> _PROBLEM TO SOLVE_: From the entries, copy out every line in which the word "Molepolole" is found.

[Saved data entries]
□ □ □ □ □ □ □

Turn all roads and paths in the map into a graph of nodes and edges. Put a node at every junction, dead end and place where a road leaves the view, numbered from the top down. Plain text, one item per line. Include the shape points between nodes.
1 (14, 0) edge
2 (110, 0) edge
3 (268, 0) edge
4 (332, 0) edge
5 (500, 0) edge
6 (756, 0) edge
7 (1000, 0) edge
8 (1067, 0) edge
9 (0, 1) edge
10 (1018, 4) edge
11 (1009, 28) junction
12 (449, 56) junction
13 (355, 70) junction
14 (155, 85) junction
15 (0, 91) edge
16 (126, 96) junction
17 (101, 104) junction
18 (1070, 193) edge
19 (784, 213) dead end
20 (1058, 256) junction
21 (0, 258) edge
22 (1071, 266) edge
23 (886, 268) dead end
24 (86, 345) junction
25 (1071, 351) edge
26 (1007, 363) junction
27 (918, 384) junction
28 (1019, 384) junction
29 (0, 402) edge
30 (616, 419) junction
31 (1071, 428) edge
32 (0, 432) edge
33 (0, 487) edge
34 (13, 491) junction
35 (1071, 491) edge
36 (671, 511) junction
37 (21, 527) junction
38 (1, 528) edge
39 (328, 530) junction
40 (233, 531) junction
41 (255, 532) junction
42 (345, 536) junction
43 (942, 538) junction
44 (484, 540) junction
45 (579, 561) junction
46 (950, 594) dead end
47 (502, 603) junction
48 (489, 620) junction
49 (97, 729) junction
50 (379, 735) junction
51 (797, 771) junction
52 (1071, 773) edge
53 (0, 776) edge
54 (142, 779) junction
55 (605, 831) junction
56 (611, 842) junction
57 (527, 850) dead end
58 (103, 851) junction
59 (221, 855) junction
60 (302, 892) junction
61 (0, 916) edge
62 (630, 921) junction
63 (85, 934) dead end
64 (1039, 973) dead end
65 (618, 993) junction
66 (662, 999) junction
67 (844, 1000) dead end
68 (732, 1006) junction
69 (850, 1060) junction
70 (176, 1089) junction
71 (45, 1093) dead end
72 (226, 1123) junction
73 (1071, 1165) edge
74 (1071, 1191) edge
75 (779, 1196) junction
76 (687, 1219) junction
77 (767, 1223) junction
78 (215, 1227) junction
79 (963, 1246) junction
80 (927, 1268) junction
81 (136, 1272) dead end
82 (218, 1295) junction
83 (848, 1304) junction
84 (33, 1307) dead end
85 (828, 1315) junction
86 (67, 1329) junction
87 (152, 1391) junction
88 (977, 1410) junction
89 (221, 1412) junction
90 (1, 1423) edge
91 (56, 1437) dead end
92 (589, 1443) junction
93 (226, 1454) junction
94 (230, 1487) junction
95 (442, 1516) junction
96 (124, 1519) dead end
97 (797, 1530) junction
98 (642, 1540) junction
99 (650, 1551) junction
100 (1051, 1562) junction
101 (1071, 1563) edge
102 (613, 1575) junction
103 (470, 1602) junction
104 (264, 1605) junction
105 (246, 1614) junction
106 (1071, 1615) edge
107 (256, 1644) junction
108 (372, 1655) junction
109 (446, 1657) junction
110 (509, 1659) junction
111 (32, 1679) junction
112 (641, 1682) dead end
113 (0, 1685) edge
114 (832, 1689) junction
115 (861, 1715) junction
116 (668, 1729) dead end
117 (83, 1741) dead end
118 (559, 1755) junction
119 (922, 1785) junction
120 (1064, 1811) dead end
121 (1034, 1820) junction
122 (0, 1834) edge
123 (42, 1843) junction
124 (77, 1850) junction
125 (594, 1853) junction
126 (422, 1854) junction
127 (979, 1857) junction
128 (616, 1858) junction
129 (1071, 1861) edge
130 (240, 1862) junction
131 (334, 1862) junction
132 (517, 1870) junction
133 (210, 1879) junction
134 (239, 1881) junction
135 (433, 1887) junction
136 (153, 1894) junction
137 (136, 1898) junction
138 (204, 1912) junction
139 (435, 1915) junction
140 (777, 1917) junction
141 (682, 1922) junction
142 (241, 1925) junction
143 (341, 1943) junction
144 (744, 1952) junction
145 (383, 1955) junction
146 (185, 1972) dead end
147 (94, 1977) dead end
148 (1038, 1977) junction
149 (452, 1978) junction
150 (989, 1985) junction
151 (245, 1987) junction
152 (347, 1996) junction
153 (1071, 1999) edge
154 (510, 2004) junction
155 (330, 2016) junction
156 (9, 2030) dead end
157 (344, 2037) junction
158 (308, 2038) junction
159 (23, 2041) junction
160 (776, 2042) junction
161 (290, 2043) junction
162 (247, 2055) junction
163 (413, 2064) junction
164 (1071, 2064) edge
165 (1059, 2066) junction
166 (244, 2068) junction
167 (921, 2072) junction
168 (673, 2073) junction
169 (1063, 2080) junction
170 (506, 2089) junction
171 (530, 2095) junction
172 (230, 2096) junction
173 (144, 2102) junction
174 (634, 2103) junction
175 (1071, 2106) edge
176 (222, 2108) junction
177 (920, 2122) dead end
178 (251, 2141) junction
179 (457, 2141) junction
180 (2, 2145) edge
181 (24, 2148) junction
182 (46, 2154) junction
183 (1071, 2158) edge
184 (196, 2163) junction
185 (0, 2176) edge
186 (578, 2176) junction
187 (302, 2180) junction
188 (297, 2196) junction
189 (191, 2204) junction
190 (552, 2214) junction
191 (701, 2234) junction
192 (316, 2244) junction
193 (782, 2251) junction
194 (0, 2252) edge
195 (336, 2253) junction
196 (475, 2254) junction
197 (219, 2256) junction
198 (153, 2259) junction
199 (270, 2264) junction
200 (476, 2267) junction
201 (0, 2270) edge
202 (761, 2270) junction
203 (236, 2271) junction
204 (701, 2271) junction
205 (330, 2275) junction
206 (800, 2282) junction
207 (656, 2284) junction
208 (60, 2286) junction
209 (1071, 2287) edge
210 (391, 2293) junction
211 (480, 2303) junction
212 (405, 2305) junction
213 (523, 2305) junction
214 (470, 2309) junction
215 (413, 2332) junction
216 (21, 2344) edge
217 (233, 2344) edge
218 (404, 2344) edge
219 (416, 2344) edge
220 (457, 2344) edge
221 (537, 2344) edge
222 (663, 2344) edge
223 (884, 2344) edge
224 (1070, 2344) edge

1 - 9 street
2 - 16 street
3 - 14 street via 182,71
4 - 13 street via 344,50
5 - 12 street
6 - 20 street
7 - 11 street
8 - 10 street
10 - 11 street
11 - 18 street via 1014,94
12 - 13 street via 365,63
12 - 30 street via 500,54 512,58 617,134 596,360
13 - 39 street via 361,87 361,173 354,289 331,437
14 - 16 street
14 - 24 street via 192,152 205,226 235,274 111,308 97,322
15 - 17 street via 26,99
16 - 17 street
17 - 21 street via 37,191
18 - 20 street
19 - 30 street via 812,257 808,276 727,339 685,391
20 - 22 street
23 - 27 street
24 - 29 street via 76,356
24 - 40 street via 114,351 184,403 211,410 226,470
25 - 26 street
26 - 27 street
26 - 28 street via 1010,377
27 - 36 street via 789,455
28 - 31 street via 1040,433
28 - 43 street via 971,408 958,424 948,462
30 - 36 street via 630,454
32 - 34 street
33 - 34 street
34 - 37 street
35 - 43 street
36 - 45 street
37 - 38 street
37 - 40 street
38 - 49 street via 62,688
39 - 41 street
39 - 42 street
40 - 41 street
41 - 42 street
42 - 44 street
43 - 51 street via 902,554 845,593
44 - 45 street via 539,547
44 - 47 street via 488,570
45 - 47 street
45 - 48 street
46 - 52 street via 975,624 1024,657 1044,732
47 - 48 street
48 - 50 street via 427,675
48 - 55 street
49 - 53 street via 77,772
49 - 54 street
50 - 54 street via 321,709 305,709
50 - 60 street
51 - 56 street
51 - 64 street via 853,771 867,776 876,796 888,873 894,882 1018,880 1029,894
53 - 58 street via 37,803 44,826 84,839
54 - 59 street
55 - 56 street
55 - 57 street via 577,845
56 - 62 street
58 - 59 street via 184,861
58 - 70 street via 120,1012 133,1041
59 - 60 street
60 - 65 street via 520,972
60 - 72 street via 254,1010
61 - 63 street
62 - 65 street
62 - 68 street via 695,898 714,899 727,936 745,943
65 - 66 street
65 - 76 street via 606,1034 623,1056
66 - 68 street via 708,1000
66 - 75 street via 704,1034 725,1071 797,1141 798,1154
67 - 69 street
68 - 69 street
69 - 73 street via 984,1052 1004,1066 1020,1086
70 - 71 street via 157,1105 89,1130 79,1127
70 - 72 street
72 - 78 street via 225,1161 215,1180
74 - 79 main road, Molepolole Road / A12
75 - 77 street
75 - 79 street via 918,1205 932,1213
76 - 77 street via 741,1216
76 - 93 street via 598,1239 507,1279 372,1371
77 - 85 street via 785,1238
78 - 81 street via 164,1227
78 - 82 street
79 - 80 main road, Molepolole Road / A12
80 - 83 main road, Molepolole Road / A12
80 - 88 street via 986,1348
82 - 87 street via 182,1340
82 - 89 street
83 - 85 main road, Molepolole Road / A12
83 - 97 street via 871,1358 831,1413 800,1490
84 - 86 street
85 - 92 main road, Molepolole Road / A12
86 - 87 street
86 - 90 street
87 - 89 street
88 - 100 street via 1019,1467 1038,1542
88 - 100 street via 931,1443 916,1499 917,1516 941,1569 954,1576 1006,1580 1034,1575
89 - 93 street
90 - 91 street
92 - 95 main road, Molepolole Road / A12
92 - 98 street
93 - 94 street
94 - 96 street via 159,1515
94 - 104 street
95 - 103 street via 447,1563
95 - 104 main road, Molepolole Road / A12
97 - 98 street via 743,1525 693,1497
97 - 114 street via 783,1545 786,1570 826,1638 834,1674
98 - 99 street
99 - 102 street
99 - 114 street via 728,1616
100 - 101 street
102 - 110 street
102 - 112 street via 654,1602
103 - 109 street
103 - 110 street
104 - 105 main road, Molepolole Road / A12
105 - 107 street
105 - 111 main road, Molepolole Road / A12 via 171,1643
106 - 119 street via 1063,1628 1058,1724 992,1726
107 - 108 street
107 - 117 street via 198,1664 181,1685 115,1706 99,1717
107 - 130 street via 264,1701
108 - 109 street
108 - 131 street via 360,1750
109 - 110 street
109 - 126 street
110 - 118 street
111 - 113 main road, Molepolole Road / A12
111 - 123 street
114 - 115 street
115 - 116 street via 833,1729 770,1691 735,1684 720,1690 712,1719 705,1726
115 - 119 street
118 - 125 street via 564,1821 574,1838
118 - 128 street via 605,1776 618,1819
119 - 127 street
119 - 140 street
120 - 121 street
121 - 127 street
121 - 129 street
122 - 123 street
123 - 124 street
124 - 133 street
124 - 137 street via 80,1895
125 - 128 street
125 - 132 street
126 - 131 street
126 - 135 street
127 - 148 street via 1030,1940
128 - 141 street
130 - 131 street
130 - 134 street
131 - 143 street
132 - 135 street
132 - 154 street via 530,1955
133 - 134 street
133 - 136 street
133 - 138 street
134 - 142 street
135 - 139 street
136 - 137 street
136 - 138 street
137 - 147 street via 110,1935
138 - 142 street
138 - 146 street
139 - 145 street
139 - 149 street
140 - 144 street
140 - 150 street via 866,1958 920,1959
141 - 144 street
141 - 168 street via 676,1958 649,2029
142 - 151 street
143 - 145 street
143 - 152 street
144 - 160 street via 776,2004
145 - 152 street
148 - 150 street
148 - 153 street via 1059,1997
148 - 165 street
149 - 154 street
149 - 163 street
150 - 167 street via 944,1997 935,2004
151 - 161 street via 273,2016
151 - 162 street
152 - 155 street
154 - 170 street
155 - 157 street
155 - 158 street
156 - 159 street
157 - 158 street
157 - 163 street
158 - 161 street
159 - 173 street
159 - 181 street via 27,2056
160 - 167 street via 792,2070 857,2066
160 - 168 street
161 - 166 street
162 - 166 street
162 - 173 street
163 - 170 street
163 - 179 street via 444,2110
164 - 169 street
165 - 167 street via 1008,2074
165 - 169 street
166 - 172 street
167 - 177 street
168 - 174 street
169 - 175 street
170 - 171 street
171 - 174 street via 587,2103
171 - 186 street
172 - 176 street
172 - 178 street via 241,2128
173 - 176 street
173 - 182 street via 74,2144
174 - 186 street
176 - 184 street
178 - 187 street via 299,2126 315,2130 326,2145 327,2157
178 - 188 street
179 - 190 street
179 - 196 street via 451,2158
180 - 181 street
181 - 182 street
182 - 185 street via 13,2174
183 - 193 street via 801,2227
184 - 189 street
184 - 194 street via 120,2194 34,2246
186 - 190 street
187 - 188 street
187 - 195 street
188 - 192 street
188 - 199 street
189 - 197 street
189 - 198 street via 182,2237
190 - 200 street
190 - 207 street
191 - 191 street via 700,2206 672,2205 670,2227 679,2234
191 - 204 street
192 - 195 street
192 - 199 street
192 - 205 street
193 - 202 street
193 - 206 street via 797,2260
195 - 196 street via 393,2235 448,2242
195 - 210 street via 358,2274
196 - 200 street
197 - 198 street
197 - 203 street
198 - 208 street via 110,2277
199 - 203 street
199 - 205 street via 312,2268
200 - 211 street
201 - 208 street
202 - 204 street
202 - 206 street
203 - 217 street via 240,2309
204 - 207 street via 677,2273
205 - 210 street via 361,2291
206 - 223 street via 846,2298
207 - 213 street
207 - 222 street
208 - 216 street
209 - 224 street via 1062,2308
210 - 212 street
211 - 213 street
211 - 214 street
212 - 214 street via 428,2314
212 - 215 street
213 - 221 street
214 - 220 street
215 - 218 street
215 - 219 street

□ □ □ □ □ □ □

> _YOUR SOLUTION_:
74 - 79 main road, Molepolole Road / A12
79 - 80 main road, Molepolole Road / A12
80 - 83 main road, Molepolole Road / A12
83 - 85 main road, Molepolole Road / A12
85 - 92 main road, Molepolole Road / A12
92 - 95 main road, Molepolole Road / A12
95 - 104 main road, Molepolole Road / A12
104 - 105 main road, Molepolole Road / A12
105 - 111 main road, Molepolole Road / A12 via 171,1643
111 - 113 main road, Molepolole Road / A12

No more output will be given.